**Activity**
The expected output is every line of the data exactly as shown, minus the images.

**Information supplied**
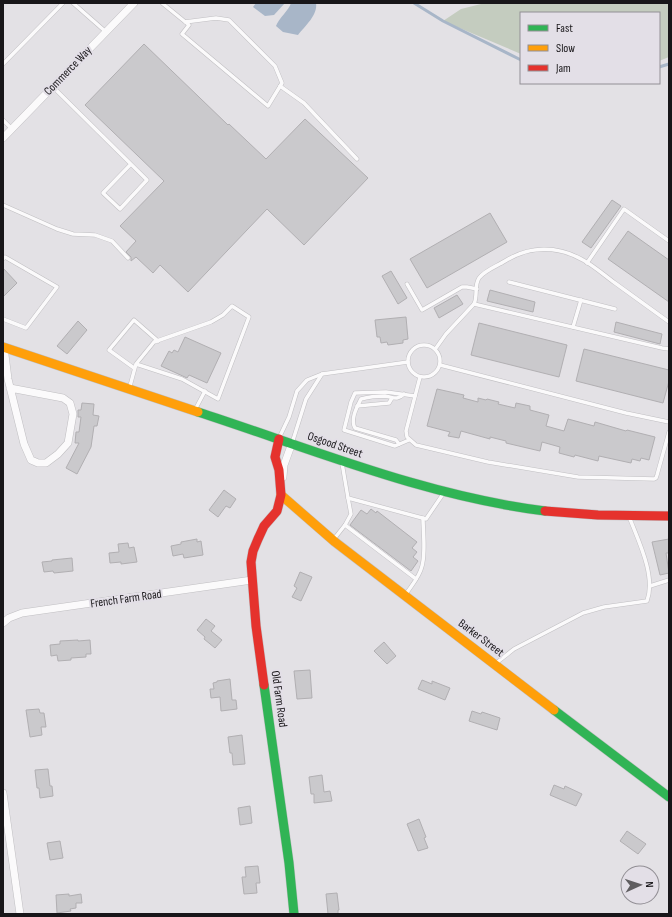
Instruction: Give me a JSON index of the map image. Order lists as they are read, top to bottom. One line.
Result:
{"streets":{"main road":["Osgood Street","Barker Street","Old Farm Road"],"street":["Commerce Way","French Farm Road"]},"crossings":[["French Farm Road","Old Farm Road"],["Barker Street","Old Farm Road"]],"legend":["Fast","Slow","Jam"],"north":"right"}
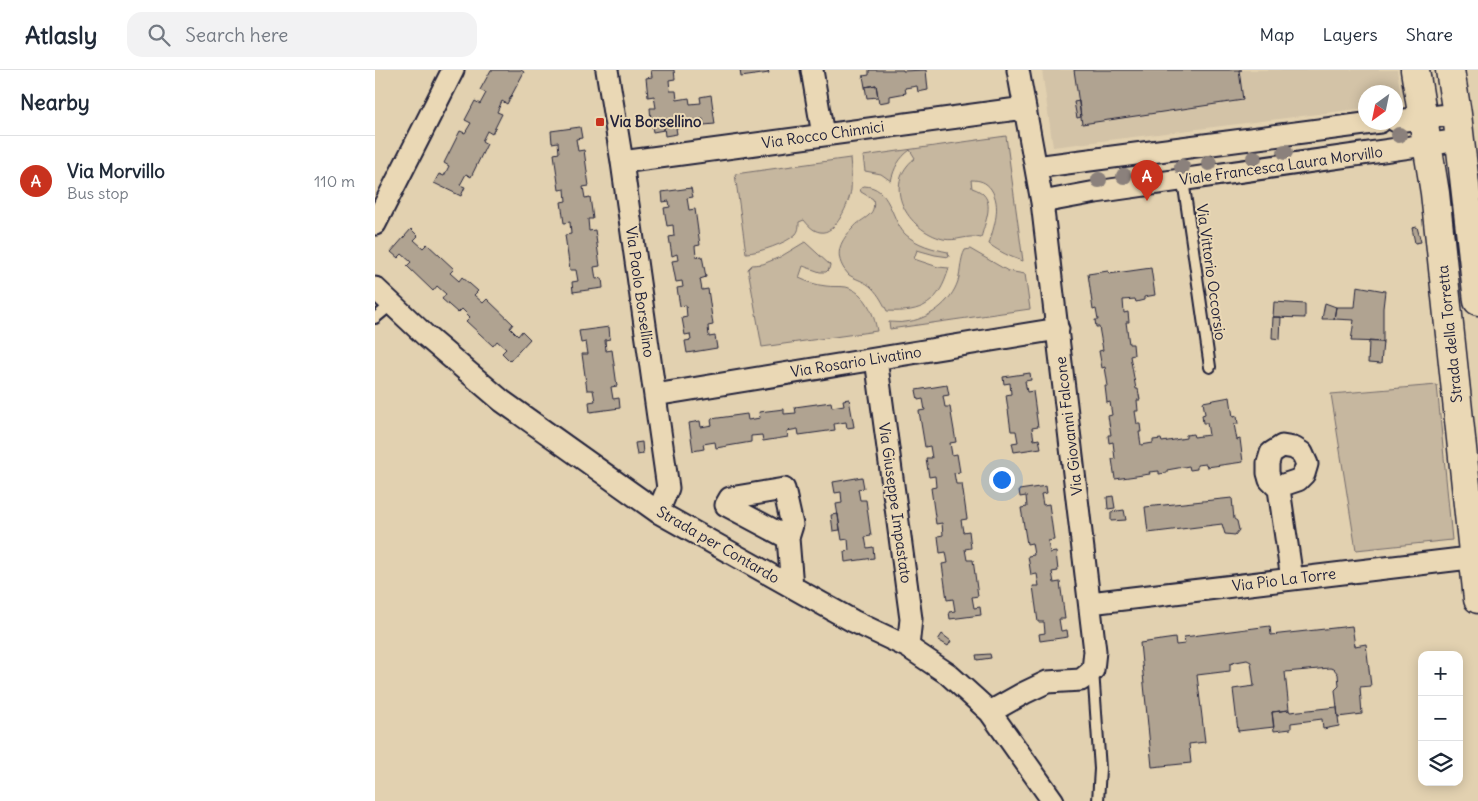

**Worked solution**
Instruction: Give me a JSON index of the map image. Order lists as they are read, top to bottom. One line.
Result:
{"streets":{"main road":["Osgood Street","Barker Street","Old Farm Road"],"street":["Commerce Way","French Farm Road"]},"crossings":[["French Farm Road","Old Farm Road"],["Barker Street","Old Farm Road"]],"legend":["Fast","Slow","Jam"],"north":"right"}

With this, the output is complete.